Leonidas Iza: “The house of culture has been taken by force by the people. It’s the first triumph, brothers and sisters. Second, what the national government is saying at this moment, it’s simply in their hands. We are not going to lose the north. I have been detained. They have tried to assassinate me. Yet we are alive, and we have said, 'Here are the 10 points and period.' And if for that reason the government falls, it is not our problem, brothers and sisters.”
The Burmese military has moved the country’s deposed leader Aung San Suu Kyi to solitary confinement. The Nobel Peace Prize laureate has been jailed since a military coup in February 2021.
The U.S. Supreme Court has ruled individuals cannot sue police officers who do not read them their Miranda rights at the time of their arrest. The ruling was 6 to 3, with all six conservative justices in the majority. The ACLU criticized the ruling, saying, “This dangerous decision widens the gap between what the Constitution guarantees and what we can hold our government accountable for.”

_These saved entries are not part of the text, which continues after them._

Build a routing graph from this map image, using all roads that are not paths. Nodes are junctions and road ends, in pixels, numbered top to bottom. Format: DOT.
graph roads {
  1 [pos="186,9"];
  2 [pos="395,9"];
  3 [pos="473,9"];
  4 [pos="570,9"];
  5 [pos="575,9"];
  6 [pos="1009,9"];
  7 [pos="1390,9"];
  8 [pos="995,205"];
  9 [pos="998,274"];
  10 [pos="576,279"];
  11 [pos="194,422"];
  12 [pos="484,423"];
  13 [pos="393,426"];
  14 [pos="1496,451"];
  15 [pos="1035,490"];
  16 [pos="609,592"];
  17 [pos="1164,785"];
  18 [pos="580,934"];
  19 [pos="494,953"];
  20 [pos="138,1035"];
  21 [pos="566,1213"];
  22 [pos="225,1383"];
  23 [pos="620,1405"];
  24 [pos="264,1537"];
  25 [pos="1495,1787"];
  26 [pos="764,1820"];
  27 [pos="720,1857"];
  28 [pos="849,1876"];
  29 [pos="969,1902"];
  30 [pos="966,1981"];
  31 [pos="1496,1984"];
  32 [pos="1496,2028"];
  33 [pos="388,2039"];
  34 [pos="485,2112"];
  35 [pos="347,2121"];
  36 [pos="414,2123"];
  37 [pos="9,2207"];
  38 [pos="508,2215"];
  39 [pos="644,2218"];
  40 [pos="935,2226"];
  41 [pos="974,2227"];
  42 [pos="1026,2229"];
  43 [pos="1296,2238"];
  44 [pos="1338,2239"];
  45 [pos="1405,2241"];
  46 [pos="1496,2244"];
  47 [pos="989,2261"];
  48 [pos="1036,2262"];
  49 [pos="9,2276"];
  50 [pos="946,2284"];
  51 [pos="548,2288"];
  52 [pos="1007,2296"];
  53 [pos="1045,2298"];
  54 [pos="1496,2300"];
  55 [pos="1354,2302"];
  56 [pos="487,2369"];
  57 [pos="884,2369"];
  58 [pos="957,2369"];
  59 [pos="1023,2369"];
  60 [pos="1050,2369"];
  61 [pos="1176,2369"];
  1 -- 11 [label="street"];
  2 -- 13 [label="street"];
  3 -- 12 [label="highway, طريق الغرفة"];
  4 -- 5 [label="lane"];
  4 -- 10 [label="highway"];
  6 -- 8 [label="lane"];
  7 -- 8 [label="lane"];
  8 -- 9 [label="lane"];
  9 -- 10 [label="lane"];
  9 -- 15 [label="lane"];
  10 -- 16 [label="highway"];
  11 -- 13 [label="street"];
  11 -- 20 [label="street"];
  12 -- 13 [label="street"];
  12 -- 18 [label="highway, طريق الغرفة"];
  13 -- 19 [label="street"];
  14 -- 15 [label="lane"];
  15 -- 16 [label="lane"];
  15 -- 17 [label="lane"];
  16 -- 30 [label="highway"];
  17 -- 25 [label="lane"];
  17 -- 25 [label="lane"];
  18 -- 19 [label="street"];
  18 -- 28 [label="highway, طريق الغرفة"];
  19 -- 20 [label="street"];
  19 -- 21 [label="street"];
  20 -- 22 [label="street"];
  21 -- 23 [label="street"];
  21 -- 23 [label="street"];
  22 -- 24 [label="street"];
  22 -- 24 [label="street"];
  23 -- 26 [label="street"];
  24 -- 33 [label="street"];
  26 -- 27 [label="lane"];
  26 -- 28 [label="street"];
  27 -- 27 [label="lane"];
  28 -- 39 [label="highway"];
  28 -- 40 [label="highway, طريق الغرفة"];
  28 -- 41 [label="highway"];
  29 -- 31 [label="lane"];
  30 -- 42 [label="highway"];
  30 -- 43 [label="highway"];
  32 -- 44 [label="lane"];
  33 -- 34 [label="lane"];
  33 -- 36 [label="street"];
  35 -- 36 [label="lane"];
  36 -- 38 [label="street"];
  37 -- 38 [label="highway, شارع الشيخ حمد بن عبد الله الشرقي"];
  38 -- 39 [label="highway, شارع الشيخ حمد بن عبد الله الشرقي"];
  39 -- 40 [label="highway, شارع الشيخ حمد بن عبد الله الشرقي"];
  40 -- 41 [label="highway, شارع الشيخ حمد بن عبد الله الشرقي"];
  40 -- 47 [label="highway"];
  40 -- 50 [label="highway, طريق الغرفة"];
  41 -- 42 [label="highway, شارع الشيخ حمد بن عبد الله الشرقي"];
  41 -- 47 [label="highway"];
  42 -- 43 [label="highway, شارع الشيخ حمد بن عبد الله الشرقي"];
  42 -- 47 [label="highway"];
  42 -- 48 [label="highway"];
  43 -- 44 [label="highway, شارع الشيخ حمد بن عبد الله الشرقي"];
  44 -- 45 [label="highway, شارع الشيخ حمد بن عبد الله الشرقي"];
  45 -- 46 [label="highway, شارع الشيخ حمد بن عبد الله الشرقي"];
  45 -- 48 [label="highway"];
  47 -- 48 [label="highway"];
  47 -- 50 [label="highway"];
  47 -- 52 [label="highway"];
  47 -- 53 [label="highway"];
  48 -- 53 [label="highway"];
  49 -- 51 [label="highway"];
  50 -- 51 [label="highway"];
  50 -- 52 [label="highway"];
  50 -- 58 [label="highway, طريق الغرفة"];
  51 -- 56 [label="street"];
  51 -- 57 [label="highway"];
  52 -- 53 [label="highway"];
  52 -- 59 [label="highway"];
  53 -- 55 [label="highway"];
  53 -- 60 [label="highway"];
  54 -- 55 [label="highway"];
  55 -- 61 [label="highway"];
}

California lawmakers have approved a bill to protect abortion providers and patients from civil suits in other states. Assemblymember Rebecca Bauer-Kahan said the legislation is aimed at making California a “legal sanctuary for reproductive choice.” The vote comes as the nation prepares for the U.S. Supreme Court to issue a ruling in which it is expected to overturn Roe v. Wade.
Thursday marked the 50th anniversary of Title IX, a 1972 federal law barring discrimination on the basis of sex in any school that accepts federal funding. The Biden administration marked the anniversary by proposing to expand protections under Title IX to transgender students. The National Women’s Law Center praised the move but called on the White House to protect trans student athletes, as well.
The University of Washington Center for Human Rights has revealed a private plane owned by the New England Patriots football team has been used at least three times this month by the federal government for deportation flights to Honduras. The finding comes as part of a broader probe by the center looking at how professional and college sports teams charter many of the same planes used on deportation flights.